Últimamente (y afortunadamente) se habla mucho acerca de la importancia de la salud mental. No basta con que el cuerpo esté en unas condiciones que nos permitan calidad de vida. También es necesario que lo esté nuestra cabeza. Referente a esto me impresionó mucho esta noticia que leí el otro día: «Miss Estados Unidos 2019 se suicida arrojándose desde un rascacielos». Se llamaba Cheslie Kryst, tenía 30 años y, además de haber sido Miss, había estudiado en una escuela de negocios y en la facultad de Derecho, había ejercido de abogada y últimamente estaba colaborando en un programa de televisión. Todo esto además de poseer una belleza impresionante.
Yo, personalmente, cada vez que me topo con una de estas noticias, me hago la siguiente pregunta: ¿en qué se convirtió la vida para esta persona como para que decida «apagar la luz» para siempre?
La pregunta se me hace incontestable cada vez que pienso cómo un hecho aparentemente fortuito como es el surgimiento de la vida se convierte en la única posibilidad de formar parte de este momento en la historia, de las vidas de otras personas que conforman la nuestra. Cuando tomo conciencia de ello, no puedo por menos que estremecerme ante este tesoro que es poder vivir y sentirme agradecida por este regalo que se nos dio sin ni siquiera saber qué íbamos a hacer con él. Simplemente por pura generosidad, por puro deseo de hacernos gozar de lo más grande que puede decir el ser humano de sí mismo: estoy vivo. Y estar vivo, sí, es pasar por todo tipo de dificultades, pero también es tener la posibilidad de conocer el amor, de experimentar toda la amalgama de emociones que nos conectan con lo que nos palpita dentro, con los demás y con el mundo que nos rodea. Es caer, aprender y volverlo a intentar. Es dar y darse, arriesgar, despeinarse, suspirar, acoger y sentirse acogido. Y también forma parte de sentirse vivos el ser conscientes de que somos fragilidad, vulnerabilidad y fugacidad, sin asustarnos ni huir de ellas, porque ahí, en esas tres cosas, late la semilla que dará paso a la plenitud que día a día tratamos de alcanzar, a esa llamada que no se agota ni se cansa de pronunciar nuestro nombre.

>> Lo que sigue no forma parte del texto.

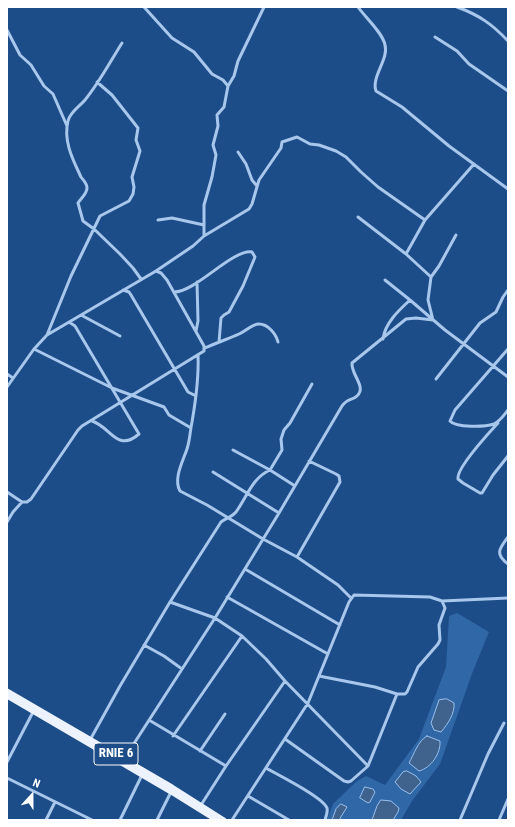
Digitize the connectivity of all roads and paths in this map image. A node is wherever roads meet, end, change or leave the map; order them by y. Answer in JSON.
{"nodes":[{"id":1,"x":144,"y":7,"type":"edge"},
{"id":2,"x":264,"y":7,"type":"edge"},
{"id":3,"x":358,"y":7,"type":"edge"},
{"id":4,"x":457,"y":7,"type":"edge"},
{"id":5,"x":7,"y":30,"type":"edge"},
{"id":6,"x":435,"y":37,"type":"dead end"},
{"id":7,"x":508,"y":41,"type":"edge"},
{"id":8,"x":122,"y":43,"type":"dead end"},
{"id":9,"x":97,"y":82,"type":"junction"},
{"id":10,"x":228,"y":86,"type":"junction"},
{"id":11,"x":508,"y":91,"type":"edge"},
{"id":12,"x":67,"y":128,"type":"junction"},
{"id":13,"x":238,"y":152,"type":"dead end"},
{"id":14,"x":474,"y":164,"type":"junction"},
{"id":15,"x":257,"y":186,"type":"junction"},
{"id":16,"x":508,"y":189,"type":"edge"},
{"id":17,"x":358,"y":217,"type":"dead end"},
{"id":18,"x":158,"y":220,"type":"dead end"},
{"id":19,"x":425,"y":220,"type":"junction"},
{"id":20,"x":204,"y":225,"type":"junction"},
{"id":21,"x":94,"y":229,"type":"junction"},
{"id":22,"x":456,"y":235,"type":"dead end"},
{"id":23,"x":204,"y":236,"type":"junction"},
{"id":24,"x":406,"y":254,"type":"junction"},
{"id":25,"x":156,"y":271,"type":"junction"},
{"id":26,"x":431,"y":278,"type":"junction"},
{"id":27,"x":141,"y":279,"type":"junction"},
{"id":28,"x":385,"y":280,"type":"dead end"},
{"id":29,"x":197,"y":282,"type":"junction"},
{"id":30,"x":123,"y":290,"type":"junction"},
{"id":31,"x":508,"y":290,"type":"edge"},
{"id":32,"x":174,"y":292,"type":"junction"},
{"id":33,"x":410,"y":300,"type":"junction"},
{"id":34,"x":81,"y":315,"type":"junction"},
{"id":35,"x":433,"y":320,"type":"junction"},
{"id":36,"x":68,"y":322,"type":"junction"},
{"id":37,"x":196,"y":331,"type":"junction"},
{"id":38,"x":47,"y":335,"type":"junction"},
{"id":39,"x":120,"y":336,"type":"dead end"},
{"id":40,"x":384,"y":339,"type":"junction"},
{"id":41,"x":219,"y":342,"type":"junction"},
{"id":42,"x":278,"y":342,"type":"dead end"},
{"id":43,"x":463,"y":343,"type":"junction"},
{"id":44,"x":205,"y":348,"type":"junction"},
{"id":45,"x":34,"y":349,"type":"junction"},
{"id":46,"x":508,"y":349,"type":"edge"},
{"id":47,"x":198,"y":354,"type":"junction"},
{"id":48,"x":493,"y":366,"type":"junction"},
{"id":49,"x":175,"y":369,"type":"junction"},
{"id":50,"x":7,"y":374,"type":"edge"},
{"id":51,"x":13,"y":378,"type":"junction"},
{"id":52,"x":508,"y":378,"type":"edge"},
{"id":53,"x":436,"y":379,"type":"dead end"},
{"id":54,"x":312,"y":384,"type":"dead end"},
{"id":55,"x":7,"y":387,"type":"edge"},
{"id":56,"x":112,"y":388,"type":"junction"},
{"id":57,"x":132,"y":396,"type":"junction"},
{"id":58,"x":196,"y":396,"type":"junction"},
{"id":59,"x":121,"y":402,"type":"junction"},
{"id":60,"x":508,"y":410,"type":"edge"},
{"id":61,"x":500,"y":420,"type":"junction"},
{"id":62,"x":92,"y":421,"type":"junction"},
{"id":63,"x":191,"y":428,"type":"junction"},
{"id":64,"x":232,"y":450,"type":"dead end"},
{"id":65,"x":508,"y":456,"type":"edge"},
{"id":66,"x":309,"y":461,"type":"junction"},
{"id":67,"x":270,"y":470,"type":"junction"},
{"id":68,"x":213,"y":472,"type":"dead end"},
{"id":69,"x":295,"y":486,"type":"junction"},
{"id":70,"x":7,"y":492,"type":"edge"},
{"id":71,"x":247,"y":494,"type":"junction"},
{"id":72,"x":22,"y":502,"type":"junction"},
{"id":73,"x":279,"y":513,"type":"junction"},
{"id":74,"x":228,"y":518,"type":"junction"},
{"id":75,"x":7,"y":522,"type":"edge"},
{"id":76,"x":508,"y":537,"type":"edge"},
{"id":77,"x":263,"y":539,"type":"junction"},
{"id":78,"x":297,"y":557,"type":"junction"},
{"id":79,"x":508,"y":564,"type":"edge"},
{"id":80,"x":245,"y":569,"type":"junction"},
{"id":81,"x":227,"y":597,"type":"junction"},
{"id":82,"x":351,"y":598,"type":"junction"},
{"id":83,"x":508,"y":598,"type":"edge"},
{"id":84,"x":170,"y":602,"type":"junction"},
{"id":85,"x":442,"y":602,"type":"junction"},
{"id":86,"x":215,"y":618,"type":"junction"},
{"id":87,"x":340,"y":625,"type":"junction"},
{"id":88,"x":242,"y":636,"type":"junction"},
{"id":89,"x":144,"y":645,"type":"junction"},
{"id":90,"x":328,"y":654,"type":"junction"},
{"id":91,"x":182,"y":669,"type":"junction"},
{"id":92,"x":319,"y":676,"type":"junction"},
{"id":93,"x":285,"y":681,"type":"junction"},
{"id":94,"x":7,"y":691,"type":"edge"},
{"id":95,"x":397,"y":694,"type":"junction"},
{"id":96,"x":7,"y":696,"type":"edge"},
{"id":97,"x":308,"y":703,"type":"junction"},
{"id":98,"x":33,"y":712,"type":"junction"},
{"id":99,"x":225,"y":714,"type":"dead end"},
{"id":100,"x":149,"y":720,"type":"junction"},
{"id":101,"x":504,"y":723,"type":"dead end"},
{"id":102,"x":173,"y":736,"type":"junction"},
{"id":103,"x":285,"y":739,"type":"junction"},
{"id":104,"x":89,"y":742,"type":"junction"},
{"id":105,"x":200,"y":751,"type":"junction"},
{"id":106,"x":124,"y":759,"type":"junction"},
{"id":107,"x":7,"y":762,"type":"edge"},
{"id":108,"x":226,"y":766,"type":"junction"},
{"id":109,"x":368,"y":766,"type":"junction"},
{"id":110,"x":266,"y":768,"type":"junction"},
{"id":111,"x":142,"y":775,"type":"junction"},
{"id":112,"x":7,"y":778,"type":"edge"},
{"id":113,"x":171,"y":792,"type":"junction"},
{"id":114,"x":248,"y":796,"type":"junction"},
{"id":115,"x":508,"y":799,"type":"edge"},
{"id":116,"x":55,"y":802,"type":"junction"},
{"id":117,"x":201,"y":805,"type":"junction"},
{"id":118,"x":46,"y":820,"type":"edge"},
{"id":119,"x":92,"y":820,"type":"edge"},
{"id":120,"x":120,"y":820,"type":"edge"},
{"id":121,"x":157,"y":820,"type":"edge"},
{"id":122,"x":216,"y":820,"type":"edge"},
{"id":123,"x":224,"y":820,"type":"edge"},
{"id":124,"x":232,"y":820,"type":"edge"},
{"id":125,"x":289,"y":820,"type":"edge"},
{"id":126,"x":325,"y":820,"type":"edge"},
{"id":127,"x":460,"y":820,"type":"edge"},
{"id":128,"x":499,"y":820,"type":"edge"}],
"edges":[{"from":1,"to":10,"type":"street"},
{"from":2,"to":10,"type":"street"},
{"from":3,"to":14,"type":"street"},
{"from":4,"to":7,"type":"street"},
{"from":5,"to":12,"type":"street"},
{"from":6,"to":11,"type":"street"},
{"from":8,"to":9,"type":"street"},
{"from":9,"to":12,"type":"street"},
{"from":9,"to":21,"type":"street"},
{"from":10,"to":20,"type":"street"},
{"from":12,"to":21,"type":"street"},
{"from":13,"to":15,"type":"street"},
{"from":14,"to":16,"type":"street"},
{"from":14,"to":19,"type":"street"},
{"from":15,"to":19,"type":"street"},
{"from":15,"to":23,"type":"street"},
{"from":17,"to":24,"type":"street"},
{"from":18,"to":20,"type":"street"},
{"from":19,"to":24,"type":"street"},
{"from":20,"to":23,"type":"street"},
{"from":21,"to":27,"type":"street"},
{"from":21,"to":38,"type":"street"},
{"from":22,"to":26,"type":"street"},
{"from":23,"to":25,"type":"street"},
{"from":24,"to":26,"type":"street"},
{"from":25,"to":27,"type":"street"},
{"from":25,"to":32,"type":"street"},
{"from":26,"to":35,"type":"street"},
{"from":27,"to":30,"type":"street"},
{"from":28,"to":33,"type":"street"},
{"from":29,"to":32,"type":"street"},
{"from":29,"to":37,"type":"street"},
{"from":29,"to":41,"type":"street"},
{"from":30,"to":34,"type":"street"},
{"from":30,"to":49,"type":"street"},
{"from":31,"to":43,"type":"street"},
{"from":32,"to":37,"type":"street"},
{"from":33,"to":35,"type":"street"},
{"from":33,"to":40,"type":"street"},
{"from":34,"to":36,"type":"street"},
{"from":34,"to":39,"type":"street"},
{"from":35,"to":40,"type":"street"},
{"from":35,"to":43,"type":"street"},
{"from":36,"to":38,"type":"street"},
{"from":36,"to":56,"type":"street"},
{"from":37,"to":44,"type":"street"},
{"from":38,"to":45,"type":"street"},
{"from":40,"to":66,"type":"street"},
{"from":41,"to":42,"type":"street"},
{"from":41,"to":44,"type":"street"},
{"from":43,"to":48,"type":"street"},
{"from":43,"to":53,"type":"street"},
{"from":44,"to":47,"type":"street"},
{"from":45,"to":51,"type":"street"},
{"from":45,"to":56,"type":"street"},
{"from":46,"to":48,"type":"street"},
{"from":47,"to":49,"type":"street"},
{"from":47,"to":58,"type":"street"},
{"from":48,"to":52,"type":"street"},
{"from":48,"to":61,"type":"street"},
{"from":49,"to":57,"type":"street"},
{"from":49,"to":58,"type":"street"},
{"from":50,"to":51,"type":"street"},
{"from":51,"to":55,"type":"street"},
{"from":54,"to":67,"type":"street"},
{"from":56,"to":57,"type":"street"},
{"from":56,"to":59,"type":"street"},
{"from":57,"to":59,"type":"street"},
{"from":57,"to":63,"type":"street"},
{"from":58,"to":63,"type":"street"},
{"from":59,"to":62,"type":"street"},
{"from":59,"to":62,"type":"street"},
{"from":60,"to":61,"type":"street"},
{"from":61,"to":65,"type":"street"},
{"from":62,"to":72,"type":"street"},
{"from":63,"to":74,"type":"street"},
{"from":64,"to":67,"type":"street"},
{"from":66,"to":69,"type":"street"},
{"from":66,"to":78,"type":"street"},
{"from":67,"to":69,"type":"street"},
{"from":67,"to":71,"type":"street"},
{"from":68,"to":71,"type":"street"},
{"from":69,"to":73,"type":"street"},
{"from":70,"to":72,"type":"street"},
{"from":71,"to":73,"type":"street"},
{"from":71,"to":74,"type":"street"},
{"from":72,"to":75,"type":"street"},
{"from":73,"to":77,"type":"street"},
{"from":74,"to":77,"type":"street"},
{"from":74,"to":84,"type":"street"},
{"from":76,"to":79,"type":"street"},
{"from":77,"to":78,"type":"street"},
{"from":77,"to":80,"type":"street"},
{"from":78,"to":82,"type":"street"},
{"from":80,"to":81,"type":"street"},
{"from":80,"to":87,"type":"street"},
{"from":81,"to":86,"type":"street"},
{"from":81,"to":90,"type":"street"},
{"from":82,"to":85,"type":"street"},
{"from":82,"to":87,"type":"street"},
{"from":83,"to":85,"type":"street"},
{"from":84,"to":86,"type":"street"},
{"from":84,"to":89,"type":"street"},
{"from":85,"to":95,"type":"street"},
{"from":86,"to":88,"type":"street"},
{"from":86,"to":91,"type":"street"},
{"from":87,"to":90,"type":"street"},
{"from":88,"to":93,"type":"street"},
{"from":88,"to":102,"type":"street"},
{"from":89,"to":91,"type":"street"},
{"from":89,"to":104,"type":"street"},
{"from":90,"to":92,"type":"street"},
{"from":91,"to":100,"type":"street"},
{"from":92,"to":95,"type":"street"},
{"from":92,"to":97,"type":"street"},
{"from":93,"to":97,"type":"street"},
{"from":93,"to":108,"type":"street"},
{"from":94,"to":104,"type":"main road","number":"RNIE 6"},
{"from":95,"to":109,"type":"street"},
{"from":96,"to":98,"type":"main road","number":"RNIE 6"},
{"from":97,"to":103,"type":"street"},
{"from":97,"to":109,"type":"street"},
{"from":98,"to":104,"type":"main road","number":"RNIE 6"},
{"from":98,"to":107,"type":"street"},
{"from":99,"to":105,"type":"street"},
{"from":100,"to":102,"type":"street"},
{"from":100,"to":106,"type":"street"},
{"from":101,"to":127,"type":"street"},
{"from":102,"to":105,"type":"street"},
{"from":103,"to":109,"type":"street"},
{"from":103,"to":110,"type":"street"},
{"from":104,"to":106,"type":"main road","number":"RNIE 6"},
{"from":104,"to":111,"type":"main road","number":"RNIE 6"},
{"from":105,"to":108,"type":"street"},
{"from":106,"to":117,"type":"main road","number":"RNIE 6"},
{"from":108,"to":117,"type":"street"},
{"from":110,"to":114,"type":"street"},
{"from":110,"to":126,"type":"street"},
{"from":111,"to":113,"type":"main road","number":"RNIE 6"},
{"from":111,"to":120,"type":"street"},
{"from":112,"to":116,"type":"street"},
{"from":113,"to":121,"type":"street"},
{"from":113,"to":122,"type":"main road","number":"RNIE 6"},
{"from":114,"to":124,"type":"street"},
{"from":114,"to":125,"type":"street"},
{"from":115,"to":128,"type":"street"},
{"from":116,"to":118,"type":"street"},
{"from":116,"to":119,"type":"street"},
{"from":117,"to":123,"type":"main road","number":"RNIE 6"}]}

No sé si han visto alguna vez esas bandadas de pájaros que parecen volar todos a una en busca de tierras mejores. Yo me quedo embobada mirando cómo van ordenándose en el aire para que nadie se quede atrás. Cómo hay uno que guía y que, en un momento determinado, sabe dejar su puesto y retornar al grupo mientras otro toma su puesto. Ninguno es abandonado en ese vuelo, ninguno se desprende de esa imagen de «muchos en una sola cosa», porque se trata de llegar juntos a la «tierra prometida». ¿Por qué no obramos así nosotros? ¡Cuán necesario se hace hoy ese «estoy aquí para que no te caigas», esa mirada cristiana a la que no se le escapa nada ni nadie! Porque vivir es, además de todo lo dicho, acompañar como hizo Jesús, al borde de tantos caminos; al pie de tantos pozos; en las afueras de las ciudades y en el interior de tantos templos; en el hambre, la enfermedad y el desprecio; surcando los mares, echando las redes sin saber si habrá peces, simplemente porque eso es lo que somos, pescadores. Y a vida también puede ser cruz, sí, pero, sobre todo, ante todo, contra todo y cada día es, gracias a Dios, resurrección.